One of the areas that has great potential for benefit both for the individual and for the society as a whole in terms of tangible items like driving down healthcare costs, is our ability to more accurately carry out risk management. Many diseases that have a genetic component are subject even now to such things as lifestyle interventions. One can argue, and often does sometimes over a refreshing beverage, why people do not do more in terms of intervention in their lifestyle to maximize their health. There are clearly many reasons for this and they vary to some extent from individual to individual. However, it is clear that one of the reasons is probably a lack of a precise understanding of what the risks are that one is taking. It is one thing to get into your car and go for a drive knowing that there are some risks, probably relatively few and difficult to define, associated with that and yet another to drive your car into a wall. In the latter case, the risks are much higher and much easier to understand. More and more we are learning where the walls are and this will affect behavior.

In addition, in many cases, we do not manage risk because we are totally unaware of it. If we can predict for instance that we have the likelihood of a bad response to a drug, it is unlikely that a doctor would prescribe it for us or that we would take it. Examples of this currently exist such as allergies to penicillin and others, but our knowledge of pharmacogenetics will expand the known risks that we have and help us minimize them. Another area where this new genetic knowledge is likely to have big payoffs in people's lives is in early diagnosis. Like many areas of applying genomic information to health, oncology is leading the way in this. Numerous efforts are underway to diagnose cancer at a very early stage when it can be much more readily treated using either circulating tumor DNA or enrichment analysis of cancer cells from the blood. It is probably safe to say that blood-based tests that will predict the presence of a tumor at a very early stage is the holy grail of cancer medicine. We are not there yet, but the advances that we are observing are substantial and very encouraging. Even if the test has a certain false-positive rate, it would allow further follow-up, be it radiological or by continued monitoring at decreased time intervals to allow early detection of the disease. Whereas cancer is leading the way in this, there is no reason that many diseases cannot be ultimately diagnosed at a much earlier stage, or even the risk of them diagnosed, so that the patient could be monitored more closely thus reducing morbidity and mortality from that disease. This will of course lead to improvements in interventional medicine. Oncology is leading the way here as well where individual patient tumors can be analyzed to provide improved prognostic and treatment options. Being able to target a tumor specifically based on genetic makeup is in its relative infancy but progressing very rapidly. Other areas of medicine will follow in oncology's footprint in this regard. There will be of course some diseases that are refractory to this, whereas in others it will be successful at a very early stage.
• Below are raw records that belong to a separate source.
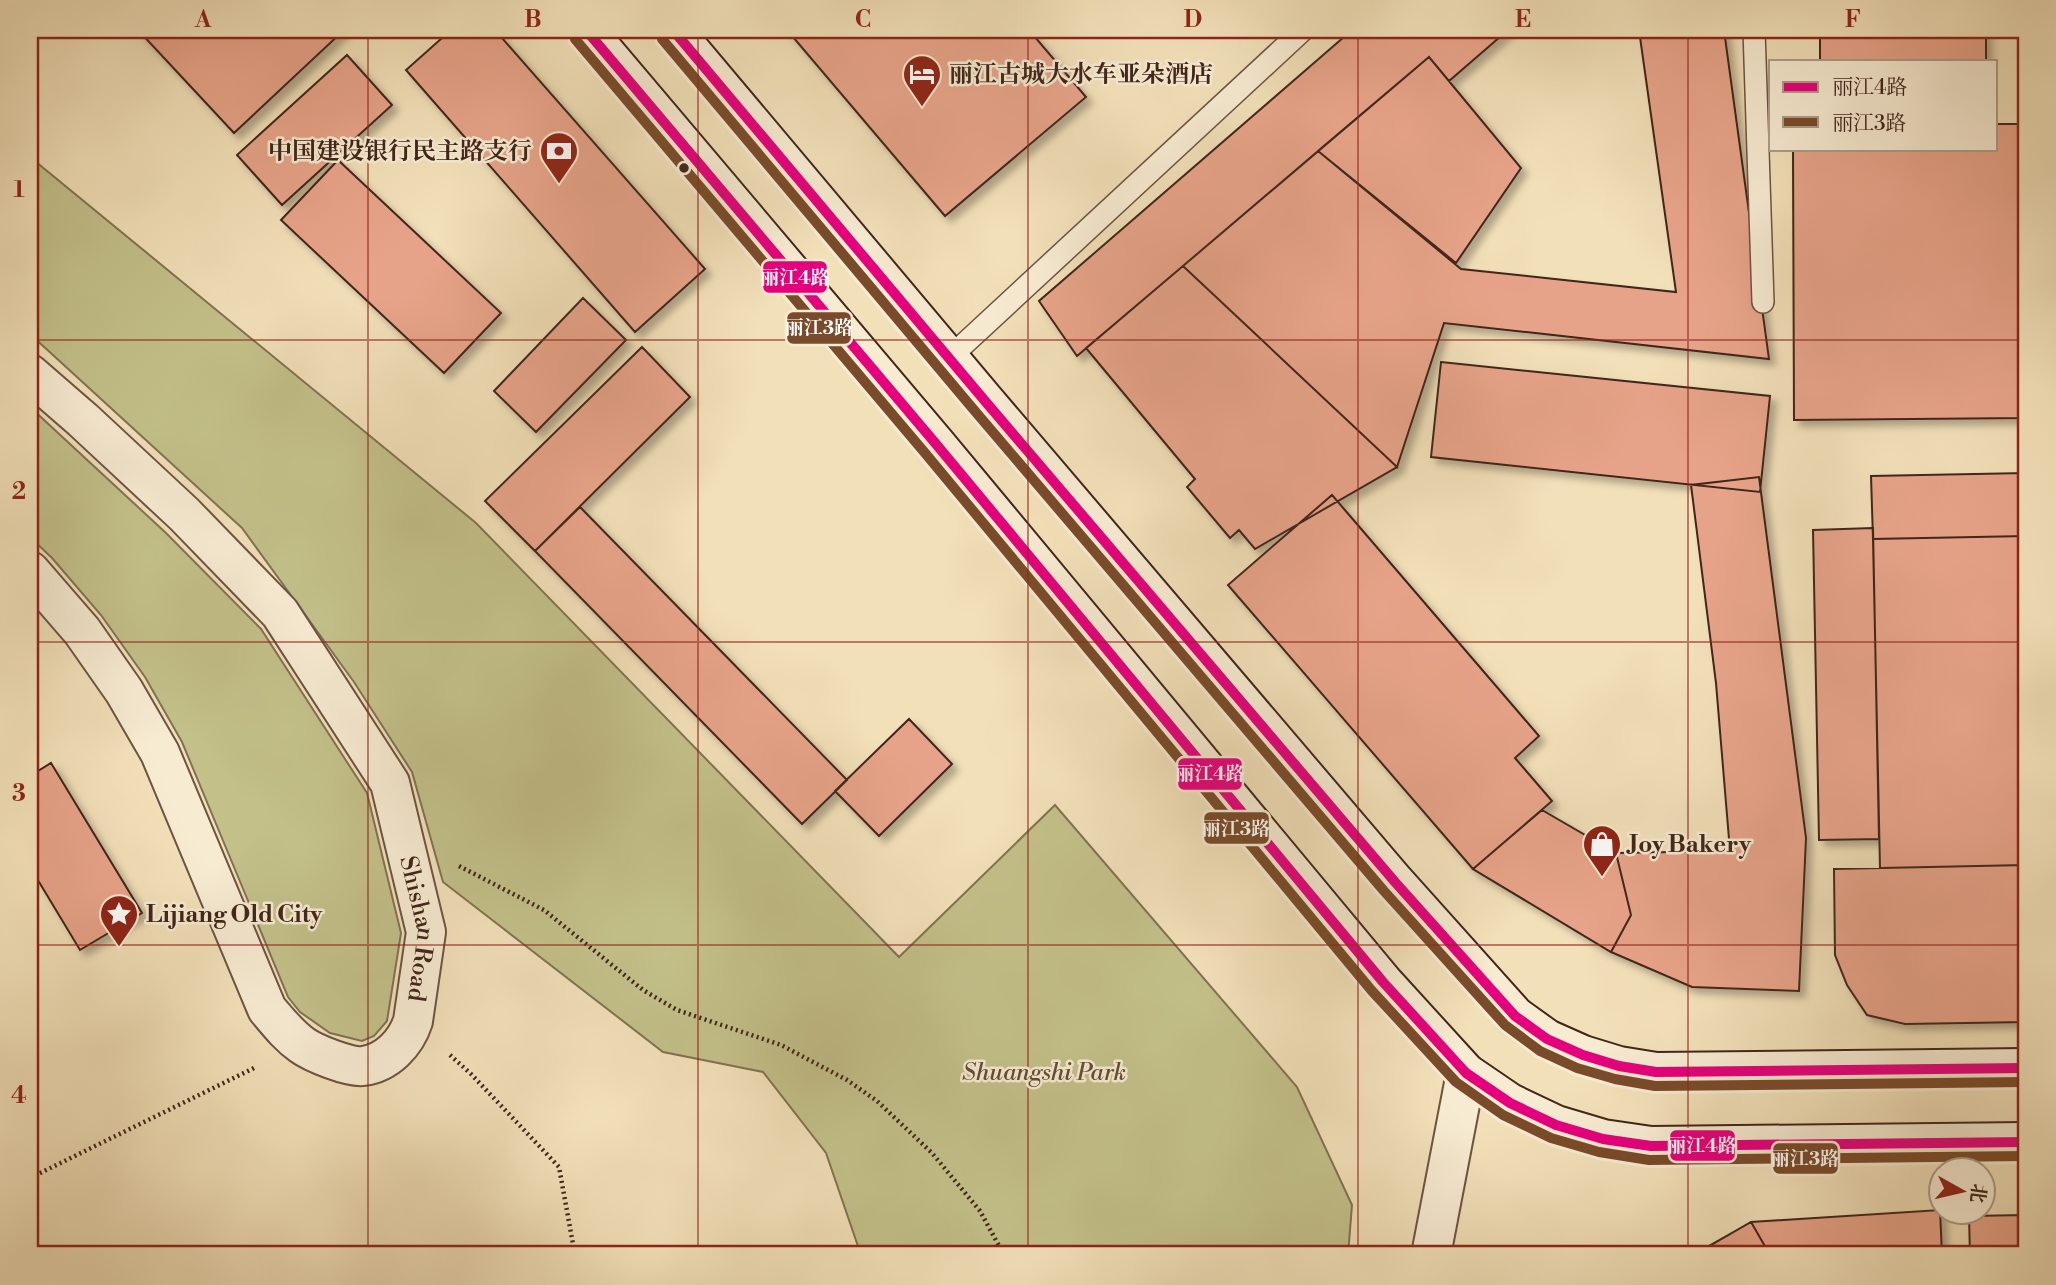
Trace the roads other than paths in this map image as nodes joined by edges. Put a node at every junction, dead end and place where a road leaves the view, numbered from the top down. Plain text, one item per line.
1 (586, 30) edge
2 (673, 30) edge
3 (1303, 30) edge
4 (1754, 30) edge
5 (1763, 302) dead end
6 (949, 358) junction
7 (30, 374) edge
8 (30, 571) edge
9 (2026, 1068) edge
10 (1466, 1073) junction
11 (2026, 1142) edge
12 (1431, 1255) edge

1 - 10 main road
2 - 6 main road
3 - 6 lane
4 - 5 lane
6 - 9 main road
7 - 8 main road, Shishan Road
10 - 11 main road
10 - 12 main road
So, we have fully entered the genomic era. In both research and medicine and in our understanding of ourselves, genomics will have a role. As with anything with such powerful positive potential, there are clearly potholes in the road in terms of ethical issues, privacy concerns, and potential misuse. But there is also a tremendous benefit that is waiting for us as we use this new and powerful information to improve our ability to learn about us, the world around us, and to better understand and treat the diseases that have plagued us since the beginning of our species’ time on earth.